SOURCE INFORMATION
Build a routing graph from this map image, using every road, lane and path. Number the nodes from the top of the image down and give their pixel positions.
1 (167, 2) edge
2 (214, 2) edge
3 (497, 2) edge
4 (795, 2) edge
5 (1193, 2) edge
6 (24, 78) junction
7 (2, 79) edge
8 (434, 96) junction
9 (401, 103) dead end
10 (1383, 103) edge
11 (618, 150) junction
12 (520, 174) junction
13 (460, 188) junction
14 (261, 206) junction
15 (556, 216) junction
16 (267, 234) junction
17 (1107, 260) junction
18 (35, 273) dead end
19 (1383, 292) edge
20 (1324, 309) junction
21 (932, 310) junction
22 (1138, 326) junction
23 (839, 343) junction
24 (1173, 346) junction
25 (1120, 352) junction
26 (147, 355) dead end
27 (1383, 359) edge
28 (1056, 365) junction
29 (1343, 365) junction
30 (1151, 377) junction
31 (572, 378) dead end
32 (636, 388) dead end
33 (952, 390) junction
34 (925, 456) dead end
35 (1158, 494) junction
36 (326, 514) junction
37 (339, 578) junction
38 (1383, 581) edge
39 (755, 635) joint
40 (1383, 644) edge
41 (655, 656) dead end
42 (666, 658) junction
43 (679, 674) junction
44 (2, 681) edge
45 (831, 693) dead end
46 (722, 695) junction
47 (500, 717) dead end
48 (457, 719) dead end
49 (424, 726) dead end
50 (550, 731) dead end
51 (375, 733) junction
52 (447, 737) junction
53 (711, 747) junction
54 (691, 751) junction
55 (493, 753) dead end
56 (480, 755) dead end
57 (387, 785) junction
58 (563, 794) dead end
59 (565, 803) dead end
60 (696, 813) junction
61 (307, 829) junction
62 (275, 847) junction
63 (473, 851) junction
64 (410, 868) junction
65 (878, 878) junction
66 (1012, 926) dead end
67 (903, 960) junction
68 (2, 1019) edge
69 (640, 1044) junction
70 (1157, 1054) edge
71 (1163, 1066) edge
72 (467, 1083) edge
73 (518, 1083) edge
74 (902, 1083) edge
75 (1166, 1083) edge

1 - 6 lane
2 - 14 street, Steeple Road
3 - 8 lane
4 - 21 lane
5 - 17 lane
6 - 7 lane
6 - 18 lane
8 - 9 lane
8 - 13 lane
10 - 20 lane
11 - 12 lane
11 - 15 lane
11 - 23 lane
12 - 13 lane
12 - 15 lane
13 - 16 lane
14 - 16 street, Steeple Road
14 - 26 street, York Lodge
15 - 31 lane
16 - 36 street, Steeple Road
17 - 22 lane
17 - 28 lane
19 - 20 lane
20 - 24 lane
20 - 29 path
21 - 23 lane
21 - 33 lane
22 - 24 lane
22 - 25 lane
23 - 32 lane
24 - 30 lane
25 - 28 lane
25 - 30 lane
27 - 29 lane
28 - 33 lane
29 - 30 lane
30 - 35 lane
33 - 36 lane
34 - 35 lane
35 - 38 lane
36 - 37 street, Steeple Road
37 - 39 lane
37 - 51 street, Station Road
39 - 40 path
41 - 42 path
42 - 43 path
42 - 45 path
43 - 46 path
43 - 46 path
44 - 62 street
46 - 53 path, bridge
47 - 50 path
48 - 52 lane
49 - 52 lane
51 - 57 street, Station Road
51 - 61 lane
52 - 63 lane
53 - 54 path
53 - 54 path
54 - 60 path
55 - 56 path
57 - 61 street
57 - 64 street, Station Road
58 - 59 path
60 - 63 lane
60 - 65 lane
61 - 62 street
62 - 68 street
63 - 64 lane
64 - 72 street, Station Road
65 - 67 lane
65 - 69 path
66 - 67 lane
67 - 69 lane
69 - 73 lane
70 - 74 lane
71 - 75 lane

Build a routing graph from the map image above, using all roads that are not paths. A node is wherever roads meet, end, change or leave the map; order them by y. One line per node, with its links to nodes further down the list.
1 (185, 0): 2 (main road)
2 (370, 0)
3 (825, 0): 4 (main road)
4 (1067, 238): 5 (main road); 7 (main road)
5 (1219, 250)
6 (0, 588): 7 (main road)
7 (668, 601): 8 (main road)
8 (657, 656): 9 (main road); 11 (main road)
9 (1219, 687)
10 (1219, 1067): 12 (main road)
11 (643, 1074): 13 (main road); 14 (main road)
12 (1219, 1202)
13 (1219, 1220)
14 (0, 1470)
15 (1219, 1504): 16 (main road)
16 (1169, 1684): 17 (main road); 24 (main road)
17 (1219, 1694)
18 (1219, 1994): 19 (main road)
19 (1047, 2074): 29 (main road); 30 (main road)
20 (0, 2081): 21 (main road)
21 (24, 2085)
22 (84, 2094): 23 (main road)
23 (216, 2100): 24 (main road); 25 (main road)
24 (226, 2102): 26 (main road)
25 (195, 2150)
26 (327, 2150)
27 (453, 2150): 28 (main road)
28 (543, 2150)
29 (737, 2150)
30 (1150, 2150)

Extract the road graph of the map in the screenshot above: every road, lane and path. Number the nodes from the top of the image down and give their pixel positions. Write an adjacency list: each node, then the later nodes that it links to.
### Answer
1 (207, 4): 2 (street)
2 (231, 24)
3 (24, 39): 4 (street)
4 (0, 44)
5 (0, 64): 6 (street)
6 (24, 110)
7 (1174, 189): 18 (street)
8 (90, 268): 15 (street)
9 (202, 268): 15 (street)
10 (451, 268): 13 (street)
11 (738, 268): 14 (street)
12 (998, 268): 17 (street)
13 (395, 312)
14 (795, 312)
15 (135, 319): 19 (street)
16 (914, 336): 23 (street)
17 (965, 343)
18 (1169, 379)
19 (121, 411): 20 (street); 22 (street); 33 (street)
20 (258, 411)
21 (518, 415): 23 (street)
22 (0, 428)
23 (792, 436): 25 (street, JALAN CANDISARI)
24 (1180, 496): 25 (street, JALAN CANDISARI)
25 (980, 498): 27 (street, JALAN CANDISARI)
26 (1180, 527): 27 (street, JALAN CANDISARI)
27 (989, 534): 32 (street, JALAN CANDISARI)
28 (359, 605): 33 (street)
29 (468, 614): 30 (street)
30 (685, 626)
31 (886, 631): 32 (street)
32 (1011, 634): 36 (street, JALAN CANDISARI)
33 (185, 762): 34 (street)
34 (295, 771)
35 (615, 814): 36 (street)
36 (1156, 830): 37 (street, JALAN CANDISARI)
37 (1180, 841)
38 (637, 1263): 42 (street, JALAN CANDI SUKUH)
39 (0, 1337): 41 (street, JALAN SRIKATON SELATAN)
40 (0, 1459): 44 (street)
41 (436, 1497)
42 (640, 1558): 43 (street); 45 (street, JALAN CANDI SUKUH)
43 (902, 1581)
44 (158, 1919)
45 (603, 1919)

WHAT TO DO
When you output the entries, keep every line exactly as it appears above.

SOLUTION FOR THIS PROBLEM
Build a routing graph from this map image, using every road, lane and path. Number the nodes from the top of the image down and give their pixel positions.
1 (167, 2) edge
2 (214, 2) edge
3 (497, 2) edge
4 (795, 2) edge
5 (1193, 2) edge
6 (24, 78) junction
7 (2, 79) edge
8 (434, 96) junction
9 (401, 103) dead end
10 (1383, 103) edge
11 (618, 150) junction
12 (520, 174) junction
13 (460, 188) junction
14 (261, 206) junction
15 (556, 216) junction
16 (267, 234) junction
17 (1107, 260) junction
18 (35, 273) dead end
19 (1383, 292) edge
20 (1324, 309) junction
21 (932, 310) junction
22 (1138, 326) junction
23 (839, 343) junction
24 (1173, 346) junction
25 (1120, 352) junction
26 (147, 355) dead end
27 (1383, 359) edge
28 (1056, 365) junction
29 (1343, 365) junction
30 (1151, 377) junction
31 (572, 378) dead end
32 (636, 388) dead end
33 (952, 390) junction
34 (925, 456) dead end
35 (1158, 494) junction
36 (326, 514) junction
37 (339, 578) junction
38 (1383, 581) edge
39 (755, 635) joint
40 (1383, 644) edge
41 (655, 656) dead end
42 (666, 658) junction
43 (679, 674) junction
44 (2, 681) edge
45 (831, 693) dead end
46 (722, 695) junction
47 (500, 717) dead end
48 (457, 719) dead end
49 (424, 726) dead end
50 (550, 731) dead end
51 (375, 733) junction
52 (447, 737) junction
53 (711, 747) junction
54 (691, 751) junction
55 (493, 753) dead end
56 (480, 755) dead end
57 (387, 785) junction
58 (563, 794) dead end
59 (565, 803) dead end
60 (696, 813) junction
61 (307, 829) junction
62 (275, 847) junction
63 (473, 851) junction
64 (410, 868) junction
65 (878, 878) junction
66 (1012, 926) dead end
67 (903, 960) junction
68 (2, 1019) edge
69 (640, 1044) junction
70 (1157, 1054) edge
71 (1163, 1066) edge
72 (467, 1083) edge
73 (518, 1083) edge
74 (902, 1083) edge
75 (1166, 1083) edge

1 - 6 lane
2 - 14 street, Steeple Road
3 - 8 lane
4 - 21 lane
5 - 17 lane
6 - 7 lane
6 - 18 lane
8 - 9 lane
8 - 13 lane
10 - 20 lane
11 - 12 lane
11 - 15 lane
11 - 23 lane
12 - 13 lane
12 - 15 lane
13 - 16 lane
14 - 16 street, Steeple Road
14 - 26 street, York Lodge
15 - 31 lane
16 - 36 street, Steeple Road
17 - 22 lane
17 - 28 lane
19 - 20 lane
20 - 24 lane
20 - 29 path
21 - 23 lane
21 - 33 lane
22 - 24 lane
22 - 25 lane
23 - 32 lane
24 - 30 lane
25 - 28 lane
25 - 30 lane
27 - 29 lane
28 - 33 lane
29 - 30 lane
30 - 35 lane
33 - 36 lane
34 - 35 lane
35 - 38 lane
36 - 37 street, Steeple Road
37 - 39 lane
37 - 51 street, Station Road
39 - 40 path
41 - 42 path
42 - 43 path
42 - 45 path
43 - 46 path
43 - 46 path
44 - 62 street
46 - 53 path, bridge
47 - 50 path
48 - 52 lane
49 - 52 lane
51 - 57 street, Station Road
51 - 61 lane
52 - 63 lane
53 - 54 path
53 - 54 path
54 - 60 path
55 - 56 path
57 - 61 street
57 - 64 street, Station Road
58 - 59 path
60 - 63 lane
60 - 65 lane
61 - 62 street
62 - 68 street
63 - 64 lane
64 - 72 street, Station Road
65 - 67 lane
65 - 69 path
66 - 67 lane
67 - 69 lane
69 - 73 lane
70 - 74 lane
71 - 75 lane

Build a routing graph from the map image above, using all roads that are not paths. A node is wherever roads meet, end, change or leave the map; order them by y. One line per node, with its links to nodes further down the list.
1 (185, 0): 2 (main road)
2 (370, 0)
3 (825, 0): 4 (main road)
4 (1067, 238): 5 (main road); 7 (main road)
5 (1219, 250)
6 (0, 588): 7 (main road)
7 (668, 601): 8 (main road)
8 (657, 656): 9 (main road); 11 (main road)
9 (1219, 687)
10 (1219, 1067): 12 (main road)
11 (643, 1074): 13 (main road); 14 (main road)
12 (1219, 1202)
13 (1219, 1220)
14 (0, 1470)
15 (1219, 1504): 16 (main road)
16 (1169, 1684): 17 (main road); 24 (main road)
17 (1219, 1694)
18 (1219, 1994): 19 (main road)
19 (1047, 2074): 29 (main road); 30 (main road)
20 (0, 2081): 21 (main road)
21 (24, 2085)
22 (84, 2094): 23 (main road)
23 (216, 2100): 24 (main road); 25 (main road)
24 (226, 2102): 26 (main road)
25 (195, 2150)
26 (327, 2150)
27 (453, 2150): 28 (main road)
28 (543, 2150)
29 (737, 2150)
30 (1150, 2150)

Extract the road graph of the map in the screenshot above: every road, lane and path. Number the nodes from the top of the image down and give their pixel positions. Write an adjacency list: each node, then the later nodes that it links to.
### Answer
1 (207, 4): 2 (street)
2 (231, 24)
3 (24, 39): 4 (street)
4 (0, 44)
5 (0, 64): 6 (street)
6 (24, 110)
7 (1174, 189): 18 (street)
8 (90, 268): 15 (street)
9 (202, 268): 15 (street)
10 (451, 268): 13 (street)
11 (738, 268): 14 (street)
12 (998, 268): 17 (street)
13 (395, 312)
14 (795, 312)
15 (135, 319): 19 (street)
16 (914, 336): 23 (street)
17 (965, 343)
18 (1169, 379)
19 (121, 411): 20 (street); 22 (street); 33 (street)
20 (258, 411)
21 (518, 415): 23 (street)
22 (0, 428)
23 (792, 436): 25 (street, JALAN CANDISARI)
24 (1180, 496): 25 (street, JALAN CANDISARI)
25 (980, 498): 27 (street, JALAN CANDISARI)
26 (1180, 527): 27 (street, JALAN CANDISARI)
27 (989, 534): 32 (street, JALAN CANDISARI)
28 (359, 605): 33 (street)
29 (468, 614): 30 (street)
30 (685, 626)
31 (886, 631): 32 (street)
32 (1011, 634): 36 (street, JALAN CANDISARI)
33 (185, 762): 34 (street)
34 (295, 771)
35 (615, 814): 36 (street)
36 (1156, 830): 37 (street, JALAN CANDISARI)
37 (1180, 841)
38 (637, 1263): 42 (street, JALAN CANDI SUKUH)
39 (0, 1337): 41 (street, JALAN SRIKATON SELATAN)
40 (0, 1459): 44 (street)
41 (436, 1497)
42 (640, 1558): 43 (street); 45 (street, JALAN CANDI SUKUH)
43 (902, 1581)
44 (158, 1919)
45 (603, 1919)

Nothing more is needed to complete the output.